Approach 1: Local Measures

Education researchers regularly interact with schools and school districts and even refer to these collaborations as “partnerships,” but these collaborations typically are researcher-centered, are limited to the duration of a study or project, and yield academic publications that rarely benefit the schools involved (Turley and Stevens 2015). These collaborations are based on a traditional academic research model, which emphasizes researcher-developed questions, site selection based on those questions, and the dissemination of research findings primarily to other academics. As a result, academic researchers have limited involvement in informing policy and practice in school districts, and school district leaders have limited involvement in shaping research agendas at research institutions (Turley and Stevens 2015). In an effort to address this problem, research-practice partnerships (RPPs) apply a partnership research model, which focuses on developing a long-term alliance rather than a project-based collaboration, place-based research agendas that are developed jointly by researchers and decision-makers, and a dissemination process that prioritizes conveying information to decision-makers.3

There are many advantages to the partnership research model. Most importantly, this model is more likely to produce research that will actually be used by education decision-makers because that is its goal at the outset. To begin with, a jointly developed research agenda ensures that the research produced is relevant to the potential users of the research results because they play a direct role in developing the research questions. Developing an agenda jointly requires early and frequent communication, in the recognition that it is an iterative process that must include multiple perspectives and ongoing equal ownership of the agenda. Combining the expertise of decision-makers who can identify the most pressing questions with the expertise of researchers who can incorporate the broader literature produces research projects that are relevant and of great interest to decision-makers, most of whom will eagerly await the research results.

Another significant advantage to RPPs is that they produce local, context-specific research. Besides their lack of easy access to academic [End Page 279] journals, and the time to read them, an important reason why decision-makers do not use available research is that it is usually produced at a different location with which their district may not have much in common. Sometimes research sites are not identifiable in research publications, and even if they are identified and happen to have some similarities to local decision-makers’ schools and districts, there is no guarantee that what worked at the research site will work elsewhere, given the ever-present problem of unmeasured factors. In addition, school district leaders must use the most recent data available because districts change rapidly, but by the time articles or books are published the data are several years old. For these reasons, local decision-makers are much more likely to make use of timely, local research because they can be assured that the evidence they are using is directly relevant to their context. This is particularly important for districts with high concentrations of disadvantaged students, in which schooling processes function very differently—an issue I return to shortly.

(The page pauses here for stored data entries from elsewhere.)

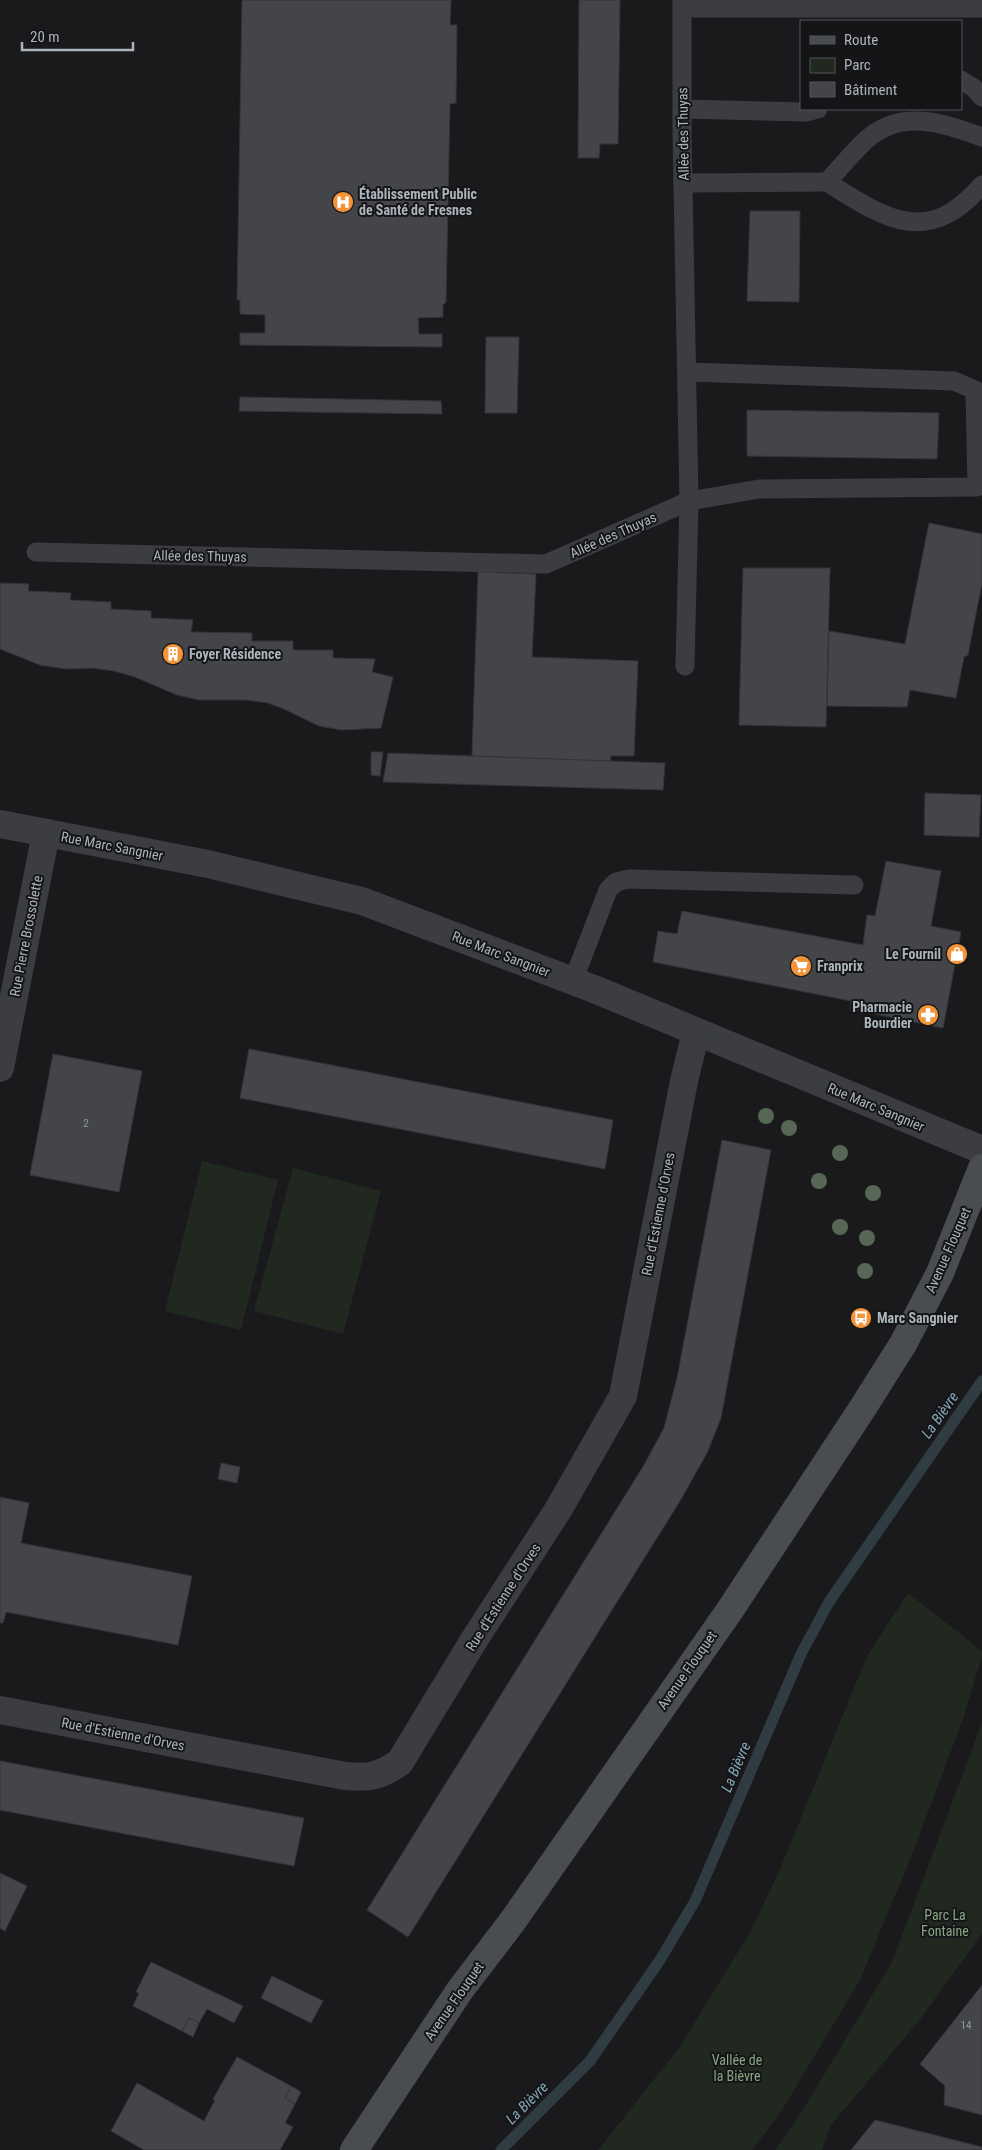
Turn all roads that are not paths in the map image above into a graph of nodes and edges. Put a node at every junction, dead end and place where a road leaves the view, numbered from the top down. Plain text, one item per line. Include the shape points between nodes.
1 (682, 4) edge
2 (982, 8) edge
3 (962, 81) edge
4 (982, 97) edge
5 (682, 109) junction
6 (814, 110) edge
7 (982, 137) edge
8 (827, 182) junction
9 (683, 184) junction
10 (982, 185) edge
11 (687, 372) junction
12 (690, 501) junction
13 (36, 552) dead end
14 (684, 666) dead end
15 (0, 824) edge
16 (46, 833) junction
17 (854, 885) dead end
18 (573, 981) junction
19 (696, 1032) junction
20 (0, 1068) edge
21 (982, 1150) edge
22 (982, 1168) edge
23 (0, 1710) edge
24 (354, 2150) edge

1 - 2 lane
1 - 5 lane, Allée des Thuyas
3 - 4 lane
5 - 6 lane
5 - 9 lane, Allée des Thuyas
7 - 8 lane via 915,120 891,124 867,139
8 - 9 lane
8 - 10 lane via 872,211 911,223 940,219 968,201
9 - 11 lane, Allée des Thuyas
11 - 12 lane, Allée des Thuyas
11 - 12 lane via 954,381 975,390 977,487 759,489
12 - 13 lane, Allée des Thuyas via 546,564
12 - 14 lane
15 - 16 street, Rue Marc Sangnier
16 - 18 street, Rue Marc Sangnier via 208,864 362,901
16 - 20 street, Rue Pierre Brossolette
17 - 18 lane via 629,879 616,882 608,890
18 - 19 street, Rue Marc Sangnier
19 - 21 street, Rue Marc Sangnier
19 - 23 street, Rue d'Estienne d'Orves via 623,1396 558,1510 400,1762 386,1772 368,1778 345,1776
22 - 24 main road, Avenue Flouquet via 940,1273 903,1344 862,1409 730,1610 460,1990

Another advantage of RPPs is that their dissemination process is much more effective. A common understanding of research dissemination among academic researchers is that it is unidirectional and occurs after the completion of a research project, but this is highly ineffective for local decision-makers. The dissemination process should be more like a two-way dialogue that begins before the study begins, continues throughout the course of the study, and culminates in a series of discussions about the study’s findings, implications, and limitations (Tseng 2013). The joint development of research questions ensures that the research is relevant and of interest to the potential users, but the dissemination process continues throughout the study, as researchers and decision-makers meet regularly throughout the course of the study so that district leaders can respond to researchers’ questions and researchers can inform them of what to expect before the findings are released—what is often referred to as the “no surprises” rule. For example, the Houston Education Research Consortium, the partnership between Rice University and the Houston Independent School District, holds weekly research team meetings that district leaders are invited to attend, either via videoconference or in person. After the completion of the study, researchers do not simply hand over a written report but meet with decision-makers to answer questions and discuss the study’s main findings, limitations, and implications. This type of dissemination process requires a much larger time commitment by both researchers and decision-makers, but it yields better research and significantly increases the chances that the research will actually be used.

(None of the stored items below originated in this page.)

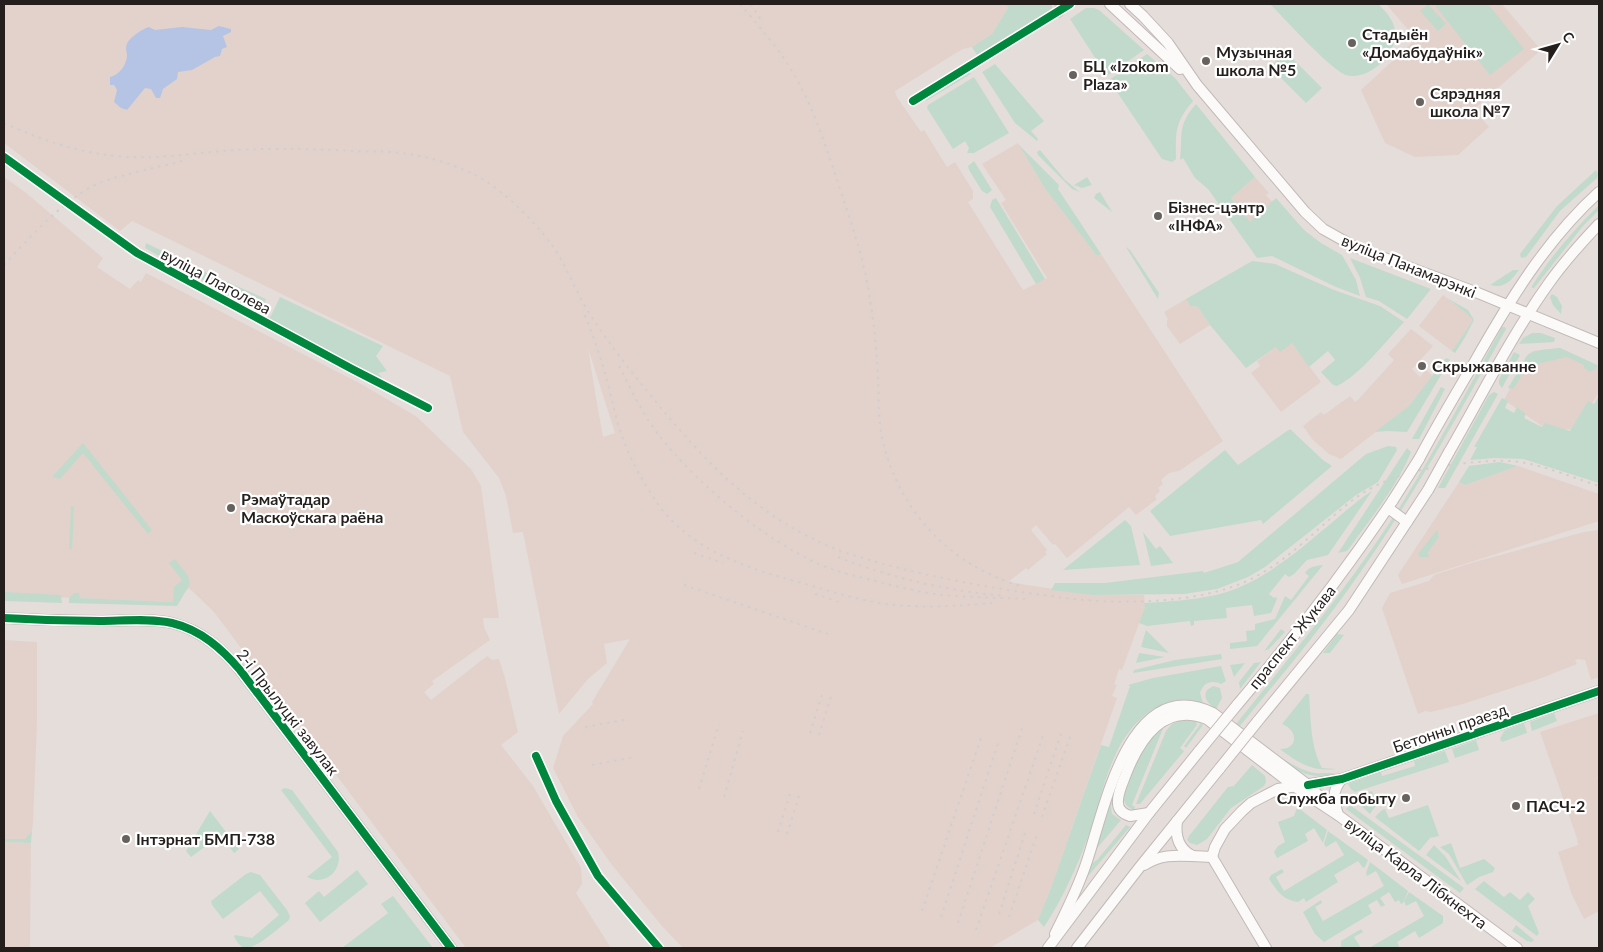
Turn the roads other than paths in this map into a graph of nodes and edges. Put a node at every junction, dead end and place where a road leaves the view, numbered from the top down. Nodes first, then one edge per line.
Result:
1 (1070, 4) edge
2 (1110, 4) edge
3 (1130, 4) edge
4 (1061, 8) edge
5 (1197, 85) junction
6 (913, 101) dead end
7 (4, 157) edge
8 (1599, 192) edge
9 (1599, 224) edge
10 (1508, 306) junction
11 (1529, 314) junction
12 (1599, 343) edge
13 (428, 408) dead end
14 (1390, 504) junction
15 (1407, 522) junction
16 (4, 618) edge
17 (1599, 691) edge
18 (536, 756) dead end
19 (1292, 773) junction
20 (1279, 774) junction
21 (1342, 779) junction
22 (1308, 785) junction
23 (1294, 786) junction
24 (1278, 789) junction
25 (1149, 813) junction
26 (1338, 815) junction
27 (1178, 820) junction
28 (1192, 856) junction
29 (1212, 857) junction
30 (1139, 868) junction
31 (451, 948) edge
32 (660, 948) edge
33 (1048, 948) edge
34 (1077, 948) edge
35 (1266, 948) edge
36 (1517, 948) edge

1 - 4 street
2 - 5 main road, вуліца Панамарэнкі
3 - 5 main road, вуліца Панамарэнкі
4 - 6 street
5 - 10 main road, вуліца Панамарэнкі
7 - 13 street, вуліца Глаголева
8 - 10 main road, праспект Жукава
9 - 11 main road, праспект Жукава
10 - 11 main road, вуліца Панамарэнкі
10 - 14 main road, праспект Жукава, bridge
11 - 12 main road, вуліца Панамарэнкі
11 - 15 main road, праспект Жукава, bridge
14 - 15 main road
14 - 25 main road, праспект Жукава, bridge
15 - 27 main road, праспект Жукава, bridge
16 - 31 main road, 2-і Прылуцкі завулак
17 - 21 main road, Бетонны праезд
18 - 32 street
19 - 22 main road, вуліца Карла Лібкнехта
19 - 23 main road
19 - 33 main road, вуліца Карла Лібкнехта
20 - 23 main road, вуліца Карла Лібкнехта
20 - 24 main road
20 - 25 main road, вуліца Карла Лібкнехта
21 - 22 main road, Бетонны праезд
21 - 26 main road
22 - 23 main road, Бетонны праезд
22 - 26 main road, вуліца Карла Лібкнехта
23 - 24 main road, Бетонны праезд
23 - 26 main road, вуліца Карла Лібкнехта
24 - 29 main road, Бетонны праезд
25 - 33 main road, праспект Жукава
26 - 36 main road, вуліца Карла Лібкнехта
27 - 28 main road
27 - 30 main road, праспект Жукава
28 - 29 main road
28 - 30 main road
29 - 35 main road
30 - 34 main road, праспект Жукава

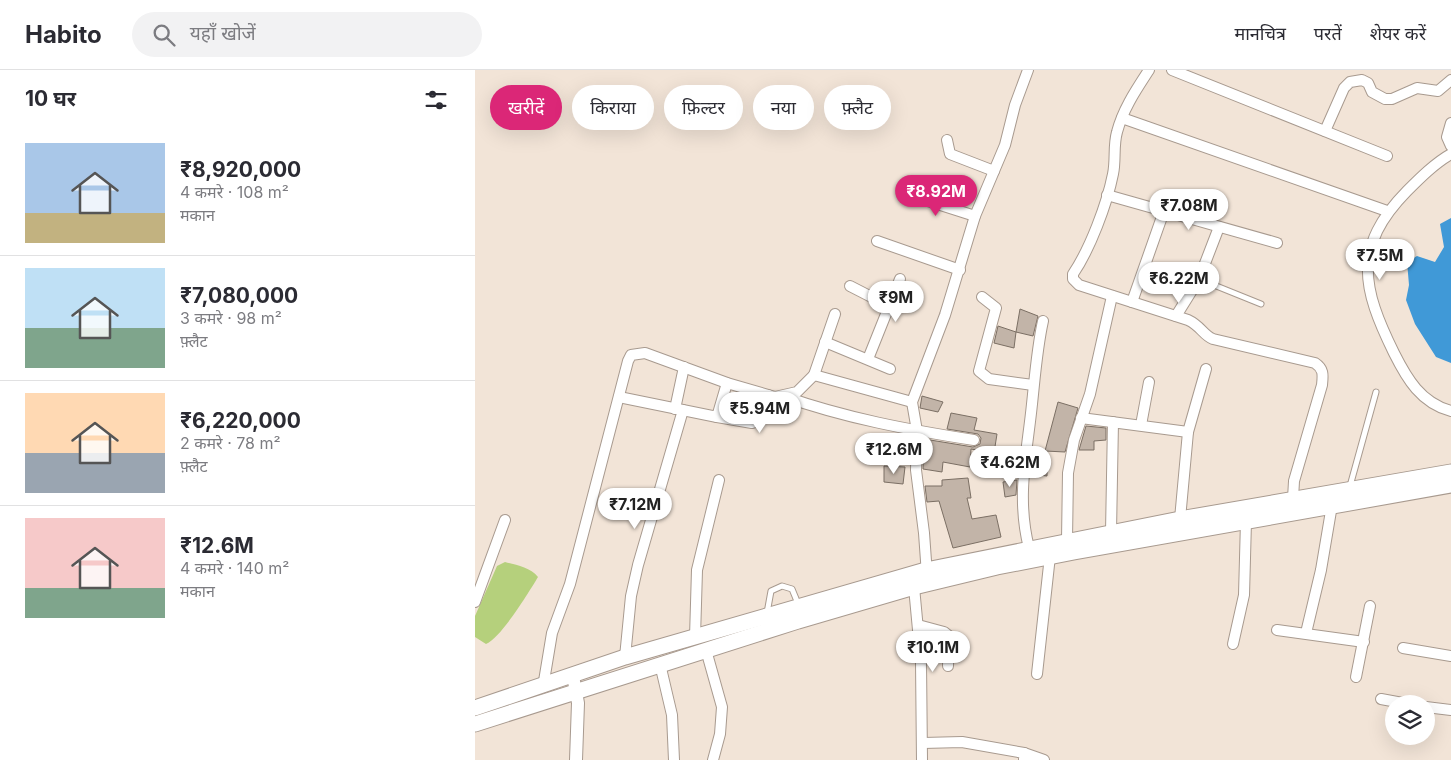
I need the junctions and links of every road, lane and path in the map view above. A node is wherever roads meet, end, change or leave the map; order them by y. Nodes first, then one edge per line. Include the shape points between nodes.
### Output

Finally, because RPPs are designed to be long-term, they have the advantage of facilitating important follow-up studies that help districts learn, for example, why an intervention did not work as planned. When an intervention does not work, determining whether the failure was due to an ineffective intervention or an effective intervention with ineffective implementation can be extremely challenging. Through long-term partnerships, researchers and district leaders can work together not only to study what works but also to learn how to make interventions work when they do not, whether by altering the interventions or altering the implementation of the intervention. For example, in its evaluation of a program for struggling readers using a regression discontinuity design, HERC found that it was not having the desired effect. The consortium recommended a change in the program’s eligibility requirements in order to exclude the students near the test score cut-point, because there was evidence that the program was not helping these students. This change allowed the district to focus its resources on the students more likely to be helped by the program, and it allowed HERC to do a follow-up study to test the program’s effectiveness for students in a different part of the test score distribution.4

By connecting research and policy in this manner, policymakers and researchers can work together to identify and implement effective tools for helping schools and districts with high concentrations of disadvantaged students. [End Page 280] However, local efforts are not sufficient for addressing the larger need to improve economic and racial-ethnic integration, because segregation occurs primarily between rather than within school districts (Stroub and Richards 2013). As a result, efforts coordinated through regional and national measures are needed in order to disband high concentrations of disadvantaged students and help schools function more effectively. Improving economic and racial-ethnic integration is a necessary part of reducing inequality.

Approach 2: Regional Measures

Although local partnerships can produce work that informs integration policy, such as district magnet school programs that aim to integrate students, the level of integration they can achieve is limited by the fact that segregation occurs primarily between rather than within school districts. Kori Stroub and Meredith Richards (2013) estimate that almost two-thirds of multiracial segregation occurs between districts and only one-third occurs within districts. Furthermore, between-district segregation is highest in fragmented metropolitan areas, where a central city district is surrounded by a large number of smaller districts (Bischoff 2008). This means that significant changes in segregation can only take place at the regional level and that the greatest opportunity for change is in fragmented metropolitan areas.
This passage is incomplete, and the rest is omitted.